A Faceless Woman is a type of Ghost who appears in Haunting legends and folklore around the world. The ghost is a beautiful woman, usually seen first from behind, who terrifies people when they discover she has no face. Often classed as an urban legend, the Faceless Woman has old origins.
Lafcadio Hearn, one of the first Westerners to study the folklore and traditions of Japan, documented old stories about the Mujina, a faceless ghost in the form of either sex, in his book Kwaidan (Weird Tales), published in 1904.
One story came from a merchant man and took place in Tokyo on the Kii-no-kuni-zaka, a slope of the Akasaka Road. It resembles more contemporary versions that fit an urban legend motif. According to the merchant, he was hurrying up the slope late one night when he saw a woman crouching by the moat, weeping bitterly. She was young, slender and well dressed and wore her hair in a style that indicted she came from a well-to-do family. He stopped to offer her assistance. She continued to weep, hiding her face in the long sleeves of her garment. The merchant continued to plead with her not to cry and to allow him to help her.
Suddenly she turned her head toward him, stroking her face. He saw that she had no face. He screamed and ran away up the Kii-no-kuni-zaka. The merchant dared not look behind him, and he didn’t stop until he saw the gleam of a lantern. It proved to belong to a soba man (seller of buckwheat noodles) who was resting on the side of the road. The merchant flung himself down beside the man, out of breath. Haltingly, he told the soba man about the girl, adding, “I cannot tell you what she showed me.” “Was it anything like this that she showed you?” asked the soba man, stroking his own face. The merchant saw that the man had no face—and then the light in the lantern went out.

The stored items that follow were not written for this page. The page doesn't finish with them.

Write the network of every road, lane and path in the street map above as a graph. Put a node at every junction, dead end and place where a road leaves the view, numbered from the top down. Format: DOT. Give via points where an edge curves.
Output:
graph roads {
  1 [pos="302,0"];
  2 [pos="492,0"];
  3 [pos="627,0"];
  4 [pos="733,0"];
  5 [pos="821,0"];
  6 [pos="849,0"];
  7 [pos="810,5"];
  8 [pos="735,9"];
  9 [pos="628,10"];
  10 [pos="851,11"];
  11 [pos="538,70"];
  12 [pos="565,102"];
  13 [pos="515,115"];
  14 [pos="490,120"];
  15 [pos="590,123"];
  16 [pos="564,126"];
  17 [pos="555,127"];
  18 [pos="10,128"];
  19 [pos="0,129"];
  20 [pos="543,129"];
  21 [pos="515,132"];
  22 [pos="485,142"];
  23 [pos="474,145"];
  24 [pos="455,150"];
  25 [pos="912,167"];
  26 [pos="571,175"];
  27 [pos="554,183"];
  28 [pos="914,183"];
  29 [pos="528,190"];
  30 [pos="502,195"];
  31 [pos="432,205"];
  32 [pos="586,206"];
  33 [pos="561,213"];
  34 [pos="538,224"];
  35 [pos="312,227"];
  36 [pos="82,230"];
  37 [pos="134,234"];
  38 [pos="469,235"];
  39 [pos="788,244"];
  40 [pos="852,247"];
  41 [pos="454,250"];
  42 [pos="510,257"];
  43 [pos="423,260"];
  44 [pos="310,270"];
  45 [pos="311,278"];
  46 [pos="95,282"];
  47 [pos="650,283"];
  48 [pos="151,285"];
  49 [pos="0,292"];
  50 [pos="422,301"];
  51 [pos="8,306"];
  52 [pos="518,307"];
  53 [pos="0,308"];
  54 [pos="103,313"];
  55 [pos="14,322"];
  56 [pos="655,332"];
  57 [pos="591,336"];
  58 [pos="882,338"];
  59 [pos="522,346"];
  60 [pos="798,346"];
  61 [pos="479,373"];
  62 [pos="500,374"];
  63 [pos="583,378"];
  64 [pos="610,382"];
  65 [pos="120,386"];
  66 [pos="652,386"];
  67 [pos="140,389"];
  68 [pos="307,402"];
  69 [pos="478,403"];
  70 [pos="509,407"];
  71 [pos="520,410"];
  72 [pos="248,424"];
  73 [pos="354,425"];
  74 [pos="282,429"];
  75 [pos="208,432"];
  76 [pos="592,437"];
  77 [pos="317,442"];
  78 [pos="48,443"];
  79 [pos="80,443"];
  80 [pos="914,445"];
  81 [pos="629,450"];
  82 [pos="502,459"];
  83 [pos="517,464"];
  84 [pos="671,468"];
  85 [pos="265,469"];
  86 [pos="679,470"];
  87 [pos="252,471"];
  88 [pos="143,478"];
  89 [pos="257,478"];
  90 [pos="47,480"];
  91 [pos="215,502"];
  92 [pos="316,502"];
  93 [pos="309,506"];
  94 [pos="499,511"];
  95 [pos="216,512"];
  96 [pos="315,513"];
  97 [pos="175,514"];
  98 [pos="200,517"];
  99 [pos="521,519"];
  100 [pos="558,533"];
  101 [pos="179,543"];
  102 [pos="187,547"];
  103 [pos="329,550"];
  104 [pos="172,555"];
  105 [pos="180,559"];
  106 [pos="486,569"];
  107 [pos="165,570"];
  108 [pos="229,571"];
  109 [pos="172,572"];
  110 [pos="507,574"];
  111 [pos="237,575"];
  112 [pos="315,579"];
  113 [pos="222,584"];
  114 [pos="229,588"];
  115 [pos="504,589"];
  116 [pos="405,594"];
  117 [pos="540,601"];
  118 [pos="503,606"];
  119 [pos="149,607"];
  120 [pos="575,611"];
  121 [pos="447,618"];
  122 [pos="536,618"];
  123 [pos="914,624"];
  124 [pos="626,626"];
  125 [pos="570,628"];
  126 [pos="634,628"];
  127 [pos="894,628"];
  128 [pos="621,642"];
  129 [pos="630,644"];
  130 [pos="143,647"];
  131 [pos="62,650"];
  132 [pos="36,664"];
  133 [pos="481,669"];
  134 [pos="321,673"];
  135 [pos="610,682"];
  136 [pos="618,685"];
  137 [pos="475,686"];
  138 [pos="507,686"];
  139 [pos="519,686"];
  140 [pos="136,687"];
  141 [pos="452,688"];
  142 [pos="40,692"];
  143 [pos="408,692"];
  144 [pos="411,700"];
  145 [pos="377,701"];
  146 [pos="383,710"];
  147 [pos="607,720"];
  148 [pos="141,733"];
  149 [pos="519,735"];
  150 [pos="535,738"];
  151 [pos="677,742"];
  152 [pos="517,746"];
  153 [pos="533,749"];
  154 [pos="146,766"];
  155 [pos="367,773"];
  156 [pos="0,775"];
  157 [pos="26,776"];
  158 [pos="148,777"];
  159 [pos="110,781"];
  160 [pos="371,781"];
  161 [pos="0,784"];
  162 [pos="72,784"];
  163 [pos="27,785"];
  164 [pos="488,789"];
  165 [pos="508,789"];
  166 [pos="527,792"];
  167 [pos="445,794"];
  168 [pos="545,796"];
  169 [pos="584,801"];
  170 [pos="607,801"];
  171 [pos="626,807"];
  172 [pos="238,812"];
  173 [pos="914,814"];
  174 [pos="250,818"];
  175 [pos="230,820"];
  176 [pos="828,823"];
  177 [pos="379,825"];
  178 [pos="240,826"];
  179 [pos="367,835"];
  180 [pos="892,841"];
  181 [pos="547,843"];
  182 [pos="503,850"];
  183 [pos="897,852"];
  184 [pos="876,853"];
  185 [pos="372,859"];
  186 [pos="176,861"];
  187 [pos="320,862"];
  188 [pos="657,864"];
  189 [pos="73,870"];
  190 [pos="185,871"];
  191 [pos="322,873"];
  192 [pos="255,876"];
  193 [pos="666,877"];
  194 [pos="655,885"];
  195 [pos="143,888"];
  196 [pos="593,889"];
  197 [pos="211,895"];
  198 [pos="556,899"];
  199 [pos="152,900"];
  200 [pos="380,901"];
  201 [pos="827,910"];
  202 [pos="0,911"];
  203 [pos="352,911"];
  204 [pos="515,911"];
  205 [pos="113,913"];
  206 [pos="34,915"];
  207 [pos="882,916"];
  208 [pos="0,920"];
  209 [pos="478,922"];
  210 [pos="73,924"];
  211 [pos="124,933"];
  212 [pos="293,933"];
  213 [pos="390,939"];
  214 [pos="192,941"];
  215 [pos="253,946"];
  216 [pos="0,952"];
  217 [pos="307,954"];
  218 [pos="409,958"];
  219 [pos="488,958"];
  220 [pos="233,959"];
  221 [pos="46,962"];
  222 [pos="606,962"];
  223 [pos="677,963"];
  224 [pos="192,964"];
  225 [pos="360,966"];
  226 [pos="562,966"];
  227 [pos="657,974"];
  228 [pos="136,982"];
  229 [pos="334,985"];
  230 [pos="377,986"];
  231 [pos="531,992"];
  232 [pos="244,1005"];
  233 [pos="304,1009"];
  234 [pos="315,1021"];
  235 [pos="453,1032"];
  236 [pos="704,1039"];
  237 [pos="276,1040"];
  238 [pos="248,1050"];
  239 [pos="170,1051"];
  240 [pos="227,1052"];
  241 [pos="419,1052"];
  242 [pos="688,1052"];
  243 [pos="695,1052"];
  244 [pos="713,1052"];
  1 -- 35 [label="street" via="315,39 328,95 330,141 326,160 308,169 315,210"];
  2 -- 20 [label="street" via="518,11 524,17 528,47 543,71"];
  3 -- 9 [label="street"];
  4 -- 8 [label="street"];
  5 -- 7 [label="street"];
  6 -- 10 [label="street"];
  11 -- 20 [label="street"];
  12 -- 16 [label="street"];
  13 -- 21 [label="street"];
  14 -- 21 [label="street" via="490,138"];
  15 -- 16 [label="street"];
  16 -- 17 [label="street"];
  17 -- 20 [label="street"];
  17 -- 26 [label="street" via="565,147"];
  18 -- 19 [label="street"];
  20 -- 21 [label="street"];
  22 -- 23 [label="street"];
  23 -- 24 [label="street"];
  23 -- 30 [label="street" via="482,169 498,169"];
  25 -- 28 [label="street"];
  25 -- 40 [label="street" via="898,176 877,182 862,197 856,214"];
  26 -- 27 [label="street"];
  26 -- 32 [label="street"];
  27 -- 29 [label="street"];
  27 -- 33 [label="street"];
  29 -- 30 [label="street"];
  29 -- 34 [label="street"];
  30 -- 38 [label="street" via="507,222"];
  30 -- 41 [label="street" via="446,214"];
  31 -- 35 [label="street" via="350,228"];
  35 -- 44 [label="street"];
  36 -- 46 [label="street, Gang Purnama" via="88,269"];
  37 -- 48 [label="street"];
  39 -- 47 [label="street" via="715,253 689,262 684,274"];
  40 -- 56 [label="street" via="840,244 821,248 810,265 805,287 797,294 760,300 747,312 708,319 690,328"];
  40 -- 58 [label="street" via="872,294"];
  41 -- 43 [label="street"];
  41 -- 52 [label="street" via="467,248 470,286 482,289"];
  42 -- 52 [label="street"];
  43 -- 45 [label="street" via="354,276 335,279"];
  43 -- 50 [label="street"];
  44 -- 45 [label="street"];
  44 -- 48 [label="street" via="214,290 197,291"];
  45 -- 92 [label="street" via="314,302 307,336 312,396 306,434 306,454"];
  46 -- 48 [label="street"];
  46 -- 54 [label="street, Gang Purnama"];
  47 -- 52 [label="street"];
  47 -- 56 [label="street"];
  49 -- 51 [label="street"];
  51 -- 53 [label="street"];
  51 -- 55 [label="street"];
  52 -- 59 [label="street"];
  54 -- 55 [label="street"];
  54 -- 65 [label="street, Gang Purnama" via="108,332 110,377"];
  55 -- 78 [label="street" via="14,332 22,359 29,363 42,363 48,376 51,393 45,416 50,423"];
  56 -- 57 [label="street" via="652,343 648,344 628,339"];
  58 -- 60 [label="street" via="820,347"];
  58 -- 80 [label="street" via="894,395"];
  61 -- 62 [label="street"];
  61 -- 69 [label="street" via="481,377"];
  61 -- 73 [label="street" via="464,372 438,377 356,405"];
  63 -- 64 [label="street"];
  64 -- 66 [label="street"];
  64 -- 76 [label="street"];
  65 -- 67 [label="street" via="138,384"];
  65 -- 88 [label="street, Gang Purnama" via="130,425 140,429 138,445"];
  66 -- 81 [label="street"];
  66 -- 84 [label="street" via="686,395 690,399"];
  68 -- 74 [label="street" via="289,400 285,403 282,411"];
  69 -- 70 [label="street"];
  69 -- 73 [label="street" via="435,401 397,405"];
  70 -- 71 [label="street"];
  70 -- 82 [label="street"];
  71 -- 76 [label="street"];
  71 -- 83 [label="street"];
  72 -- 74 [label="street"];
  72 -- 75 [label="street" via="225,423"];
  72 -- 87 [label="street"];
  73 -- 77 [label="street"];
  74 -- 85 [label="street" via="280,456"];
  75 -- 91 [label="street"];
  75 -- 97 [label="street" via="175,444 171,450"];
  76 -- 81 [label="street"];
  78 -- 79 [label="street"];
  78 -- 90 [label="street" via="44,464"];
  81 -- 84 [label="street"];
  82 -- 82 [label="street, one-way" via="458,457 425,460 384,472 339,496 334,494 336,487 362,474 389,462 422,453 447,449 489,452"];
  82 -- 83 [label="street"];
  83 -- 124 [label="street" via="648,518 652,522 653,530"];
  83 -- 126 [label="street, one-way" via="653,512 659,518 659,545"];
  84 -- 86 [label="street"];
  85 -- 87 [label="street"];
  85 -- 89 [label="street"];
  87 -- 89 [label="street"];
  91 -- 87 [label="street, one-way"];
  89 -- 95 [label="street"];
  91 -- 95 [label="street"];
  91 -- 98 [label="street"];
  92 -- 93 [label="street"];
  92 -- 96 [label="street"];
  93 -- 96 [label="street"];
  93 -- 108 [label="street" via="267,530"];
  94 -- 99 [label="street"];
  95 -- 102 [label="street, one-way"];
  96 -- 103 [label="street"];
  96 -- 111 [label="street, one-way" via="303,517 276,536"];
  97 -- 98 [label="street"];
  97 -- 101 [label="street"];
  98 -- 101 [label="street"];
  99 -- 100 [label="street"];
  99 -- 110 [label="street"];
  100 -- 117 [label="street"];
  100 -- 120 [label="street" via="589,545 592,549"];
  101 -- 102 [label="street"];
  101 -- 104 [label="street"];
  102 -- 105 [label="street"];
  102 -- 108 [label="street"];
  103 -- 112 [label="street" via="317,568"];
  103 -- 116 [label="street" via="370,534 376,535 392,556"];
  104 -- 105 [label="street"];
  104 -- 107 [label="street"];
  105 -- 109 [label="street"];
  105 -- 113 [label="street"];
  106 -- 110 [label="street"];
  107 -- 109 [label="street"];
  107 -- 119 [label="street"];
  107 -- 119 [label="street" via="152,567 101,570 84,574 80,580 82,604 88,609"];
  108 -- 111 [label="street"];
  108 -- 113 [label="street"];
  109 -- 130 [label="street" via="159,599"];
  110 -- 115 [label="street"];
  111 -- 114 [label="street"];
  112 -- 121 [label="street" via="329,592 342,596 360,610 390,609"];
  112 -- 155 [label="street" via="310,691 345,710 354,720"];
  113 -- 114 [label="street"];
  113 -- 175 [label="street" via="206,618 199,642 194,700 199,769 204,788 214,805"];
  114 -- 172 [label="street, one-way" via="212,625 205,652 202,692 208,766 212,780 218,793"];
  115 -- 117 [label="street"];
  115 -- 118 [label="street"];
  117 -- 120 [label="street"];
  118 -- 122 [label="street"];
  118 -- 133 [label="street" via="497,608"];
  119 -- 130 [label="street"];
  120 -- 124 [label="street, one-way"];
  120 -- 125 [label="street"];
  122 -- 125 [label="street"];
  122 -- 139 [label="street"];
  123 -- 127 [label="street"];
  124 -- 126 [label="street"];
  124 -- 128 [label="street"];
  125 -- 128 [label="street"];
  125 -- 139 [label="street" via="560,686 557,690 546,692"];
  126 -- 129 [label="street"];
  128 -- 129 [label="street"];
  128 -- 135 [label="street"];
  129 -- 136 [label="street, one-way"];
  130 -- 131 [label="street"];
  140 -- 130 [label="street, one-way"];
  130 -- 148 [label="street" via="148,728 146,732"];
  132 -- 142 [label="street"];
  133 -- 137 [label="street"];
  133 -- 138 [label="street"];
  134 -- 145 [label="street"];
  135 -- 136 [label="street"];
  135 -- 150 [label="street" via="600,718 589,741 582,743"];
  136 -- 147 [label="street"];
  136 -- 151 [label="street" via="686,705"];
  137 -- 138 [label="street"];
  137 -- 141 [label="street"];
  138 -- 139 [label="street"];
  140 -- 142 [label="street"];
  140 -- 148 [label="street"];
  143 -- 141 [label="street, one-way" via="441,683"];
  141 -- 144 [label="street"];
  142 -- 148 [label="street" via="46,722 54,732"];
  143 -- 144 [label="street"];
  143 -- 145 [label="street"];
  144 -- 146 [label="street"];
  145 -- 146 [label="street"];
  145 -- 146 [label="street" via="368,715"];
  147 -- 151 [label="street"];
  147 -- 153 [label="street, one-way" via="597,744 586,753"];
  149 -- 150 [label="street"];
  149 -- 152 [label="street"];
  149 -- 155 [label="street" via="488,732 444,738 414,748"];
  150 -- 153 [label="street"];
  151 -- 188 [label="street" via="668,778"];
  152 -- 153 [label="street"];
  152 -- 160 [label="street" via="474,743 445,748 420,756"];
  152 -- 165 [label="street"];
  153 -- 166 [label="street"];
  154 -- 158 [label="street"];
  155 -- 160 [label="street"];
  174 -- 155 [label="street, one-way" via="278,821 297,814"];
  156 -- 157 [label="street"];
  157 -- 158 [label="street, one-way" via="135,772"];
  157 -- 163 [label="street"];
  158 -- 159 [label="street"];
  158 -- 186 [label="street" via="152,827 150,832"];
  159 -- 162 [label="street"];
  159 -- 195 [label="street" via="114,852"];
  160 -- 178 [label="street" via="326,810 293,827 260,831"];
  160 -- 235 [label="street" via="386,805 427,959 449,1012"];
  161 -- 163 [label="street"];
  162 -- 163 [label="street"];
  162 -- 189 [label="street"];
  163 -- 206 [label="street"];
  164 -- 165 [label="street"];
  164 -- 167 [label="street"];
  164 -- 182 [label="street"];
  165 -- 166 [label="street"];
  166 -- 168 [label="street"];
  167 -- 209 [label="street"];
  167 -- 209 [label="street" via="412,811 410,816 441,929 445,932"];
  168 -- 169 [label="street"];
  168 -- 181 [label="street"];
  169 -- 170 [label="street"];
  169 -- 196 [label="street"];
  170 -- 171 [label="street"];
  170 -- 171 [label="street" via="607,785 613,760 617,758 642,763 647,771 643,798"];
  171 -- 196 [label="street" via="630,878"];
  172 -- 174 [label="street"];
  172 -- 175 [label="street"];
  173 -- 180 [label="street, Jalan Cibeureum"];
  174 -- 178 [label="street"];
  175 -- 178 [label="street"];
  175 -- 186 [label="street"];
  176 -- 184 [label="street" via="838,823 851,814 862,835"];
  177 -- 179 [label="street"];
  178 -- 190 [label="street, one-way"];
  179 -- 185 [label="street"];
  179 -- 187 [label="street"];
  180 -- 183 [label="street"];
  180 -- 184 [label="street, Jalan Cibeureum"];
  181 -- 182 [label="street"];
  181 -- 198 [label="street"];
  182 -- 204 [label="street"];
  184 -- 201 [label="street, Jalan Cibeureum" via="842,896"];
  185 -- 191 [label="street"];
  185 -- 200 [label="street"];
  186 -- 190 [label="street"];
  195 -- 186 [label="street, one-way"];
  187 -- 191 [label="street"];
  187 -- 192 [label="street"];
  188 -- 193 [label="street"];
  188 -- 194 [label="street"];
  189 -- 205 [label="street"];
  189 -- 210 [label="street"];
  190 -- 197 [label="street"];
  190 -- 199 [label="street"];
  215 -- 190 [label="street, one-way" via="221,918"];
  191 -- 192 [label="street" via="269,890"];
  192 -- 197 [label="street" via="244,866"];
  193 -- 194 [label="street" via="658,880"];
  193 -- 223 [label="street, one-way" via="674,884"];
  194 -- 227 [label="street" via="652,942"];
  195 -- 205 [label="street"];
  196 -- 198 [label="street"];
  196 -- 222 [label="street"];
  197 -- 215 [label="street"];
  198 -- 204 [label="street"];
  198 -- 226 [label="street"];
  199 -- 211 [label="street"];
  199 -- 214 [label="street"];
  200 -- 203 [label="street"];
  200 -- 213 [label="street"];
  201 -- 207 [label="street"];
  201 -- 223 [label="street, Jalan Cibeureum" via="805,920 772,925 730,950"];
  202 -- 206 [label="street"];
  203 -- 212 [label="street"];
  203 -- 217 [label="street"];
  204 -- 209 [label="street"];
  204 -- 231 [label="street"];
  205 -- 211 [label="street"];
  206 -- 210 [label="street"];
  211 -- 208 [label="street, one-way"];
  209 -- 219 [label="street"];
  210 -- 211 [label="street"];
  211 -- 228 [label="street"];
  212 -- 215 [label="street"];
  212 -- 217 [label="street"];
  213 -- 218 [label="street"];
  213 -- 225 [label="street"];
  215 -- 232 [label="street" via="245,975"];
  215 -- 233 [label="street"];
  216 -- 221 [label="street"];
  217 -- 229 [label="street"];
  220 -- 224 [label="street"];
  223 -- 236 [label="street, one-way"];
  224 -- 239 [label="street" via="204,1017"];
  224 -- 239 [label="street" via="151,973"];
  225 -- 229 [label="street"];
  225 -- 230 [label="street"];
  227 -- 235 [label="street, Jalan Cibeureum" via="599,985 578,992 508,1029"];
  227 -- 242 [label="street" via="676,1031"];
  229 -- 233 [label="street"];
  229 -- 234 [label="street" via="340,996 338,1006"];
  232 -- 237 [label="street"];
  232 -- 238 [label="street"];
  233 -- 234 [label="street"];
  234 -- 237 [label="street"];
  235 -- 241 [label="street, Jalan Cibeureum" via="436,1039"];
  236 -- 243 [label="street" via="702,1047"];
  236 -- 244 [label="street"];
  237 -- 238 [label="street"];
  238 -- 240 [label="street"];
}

In Hawaii, a Faceless Woman began making appearances in Honolulu at the Waialae Drive-In in 1959. A newspaper article reported “rumours” that a girl had encountered one such ghost in the restroom of the drive-in. According to one version, the girl went into the restroom and saw another woman standing in front of the mirror, combing her long, beautiful hair. The girl approached, and the woman turned slightly. The girl saw that she had no face.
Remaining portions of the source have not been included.